Three, the longest TD drive in over a month, occurred in that game. Maybe if Rico had his behind sitting next to him, he could’ve discussed why it worked and did it again. Write the play in crayon with stick figures and a color chart.
Four, his precious call sheet resulted in losing the next three out of four games and it would’ve been all four had Derek Carr played. Not so much from his play, but because their defense rolled over and played dead. They knew their season was over. We saw the same thing from a Del Rio squad in 2014 in Denver.
Five, if my OC threw a rookie in his second start under the bus for a win, makes no remarks about being happy he got a win, I’d fire him. And then bring in an OC who knows how to work with, not against, his quarterbacks. Oh, wait.
When McCoy was in Denver with Manning, they ran one of the fastest paced teams in the league. Adam Gase was promoted from QB coach to OC because Elway and John Fox wanted to keep the continuity and speed. McCoy also liked that quickness in San Diego.
While Kubiak said he wanted to move faster, out of four quarterbacks that happened twice: Manning vs GB and Lynch vs TB. Both from going to a shotgun, hurry up.

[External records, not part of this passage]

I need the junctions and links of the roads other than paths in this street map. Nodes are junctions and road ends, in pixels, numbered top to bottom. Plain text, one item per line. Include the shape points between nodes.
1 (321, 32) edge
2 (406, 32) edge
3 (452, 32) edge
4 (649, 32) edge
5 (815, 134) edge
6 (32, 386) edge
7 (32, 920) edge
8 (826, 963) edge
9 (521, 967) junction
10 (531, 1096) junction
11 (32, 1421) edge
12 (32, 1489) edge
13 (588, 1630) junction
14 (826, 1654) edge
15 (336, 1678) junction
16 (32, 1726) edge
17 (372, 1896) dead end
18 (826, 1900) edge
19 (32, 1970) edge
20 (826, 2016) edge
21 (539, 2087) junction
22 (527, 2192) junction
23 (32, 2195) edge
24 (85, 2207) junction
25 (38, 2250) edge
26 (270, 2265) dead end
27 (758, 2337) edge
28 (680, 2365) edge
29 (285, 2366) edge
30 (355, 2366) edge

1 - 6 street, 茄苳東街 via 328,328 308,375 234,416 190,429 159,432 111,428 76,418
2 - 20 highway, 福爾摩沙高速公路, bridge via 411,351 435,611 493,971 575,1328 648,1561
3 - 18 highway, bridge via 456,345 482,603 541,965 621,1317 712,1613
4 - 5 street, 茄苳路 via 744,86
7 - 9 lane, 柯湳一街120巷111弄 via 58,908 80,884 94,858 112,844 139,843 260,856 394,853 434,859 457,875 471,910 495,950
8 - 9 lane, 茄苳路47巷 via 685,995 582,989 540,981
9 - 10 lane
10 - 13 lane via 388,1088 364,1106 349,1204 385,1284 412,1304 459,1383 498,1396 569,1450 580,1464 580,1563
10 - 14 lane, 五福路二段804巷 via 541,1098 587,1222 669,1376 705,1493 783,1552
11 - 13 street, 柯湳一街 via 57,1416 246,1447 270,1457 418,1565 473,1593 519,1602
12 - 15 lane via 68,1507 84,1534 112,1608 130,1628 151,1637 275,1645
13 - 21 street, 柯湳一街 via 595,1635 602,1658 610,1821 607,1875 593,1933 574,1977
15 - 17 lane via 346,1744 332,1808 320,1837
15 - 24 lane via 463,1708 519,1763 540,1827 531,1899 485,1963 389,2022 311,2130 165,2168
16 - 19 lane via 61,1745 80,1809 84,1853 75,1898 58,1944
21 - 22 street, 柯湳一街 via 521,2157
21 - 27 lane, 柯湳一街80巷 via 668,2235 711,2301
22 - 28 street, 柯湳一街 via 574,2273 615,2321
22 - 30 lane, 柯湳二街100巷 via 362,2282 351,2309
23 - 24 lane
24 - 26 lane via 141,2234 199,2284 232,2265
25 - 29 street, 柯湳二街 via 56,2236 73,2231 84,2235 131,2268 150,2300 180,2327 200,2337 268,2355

In those games, only Kubes was calling in plays and letting the quarterbacks roll. Tossed out the script, group think and went with what was working that moment. Why he didn’t do that every game is still a big mystery. Maybe we need Scoobie Do to figure that one out.
Since Gary and Mike are so opposite, we can assume McCoy will be down there discussing plays face to face, and keeping the chatter down. This asks, what will Bill Musgrave’s role be? As a former OC, he is qualified to sit, teach and play call. Will he sit on the other side of Lynch? Be beside McCoy during the offense’s time on the field? Will that speed play up or give Lynch too much information at once? Will Musgrave sit up in the box?
From the viewpoint of doing what is best for the team, which is moving quickly and getting a new QB comfortable and learning, putting Musgrave up in the box may most sense. He can relay down, during breaks, what he sees that’s working and which defenders to exploit; however, having face to face time can’t be beat.
Not only would this speed up the play, but it would give the coaches insight to what Lynch sees and what he doesn’t. Know which looks to focus on during game review. Cut down on wasted time.
No matter what they chose, it couldn’t be worse than what transpired under Kubiak.